/---
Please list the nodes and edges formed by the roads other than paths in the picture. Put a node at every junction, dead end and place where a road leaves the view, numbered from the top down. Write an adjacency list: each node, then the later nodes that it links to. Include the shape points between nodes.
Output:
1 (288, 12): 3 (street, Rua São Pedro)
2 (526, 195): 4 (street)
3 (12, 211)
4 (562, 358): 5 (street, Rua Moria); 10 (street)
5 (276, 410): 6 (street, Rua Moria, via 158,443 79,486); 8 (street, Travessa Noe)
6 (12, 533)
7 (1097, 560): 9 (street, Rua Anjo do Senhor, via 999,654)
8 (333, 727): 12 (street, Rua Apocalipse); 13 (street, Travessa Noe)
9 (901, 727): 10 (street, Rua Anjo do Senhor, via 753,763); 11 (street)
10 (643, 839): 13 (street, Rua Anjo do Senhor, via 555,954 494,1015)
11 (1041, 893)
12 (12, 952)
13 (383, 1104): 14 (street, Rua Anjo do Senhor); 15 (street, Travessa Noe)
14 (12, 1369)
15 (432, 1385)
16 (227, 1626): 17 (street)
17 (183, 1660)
\---
WORK INSTRUCTIONS: Repeat back all of the material, character for character.

ANSWER SPACE:
Please list the nodes and edges formed by the roads other than paths in the picture. Put a node at every junction, dead end and place where a road leaves the view, numbered from the top down. Write an adjacency list: each node, then the later nodes that it links to. Include the shape points between nodes.
Output:
1 (288, 12): 3 (street, Rua São Pedro)
2 (526, 195): 4 (street)
3 (12, 211)
4 (562, 358): 5 (street, Rua Moria); 10 (street)
5 (276, 410): 6 (street, Rua Moria, via 158,443 79,486); 8 (street, Travessa Noe)
6 (12, 533)
7 (1097, 560): 9 (street, Rua Anjo do Senhor, via 999,654)
8 (333, 727): 12 (street, Rua Apocalipse); 13 (street, Travessa Noe)
9 (901, 727): 10 (street, Rua Anjo do Senhor, via 753,763); 11 (street)
10 (643, 839): 13 (street, Rua Anjo do Senhor, via 555,954 494,1015)
11 (1041, 893)
12 (12, 952)
13 (383, 1104): 14 (street, Rua Anjo do Senhor); 15 (street, Travessa Noe)
14 (12, 1369)
15 (432, 1385)
16 (227, 1626): 17 (street)
17 (183, 1660)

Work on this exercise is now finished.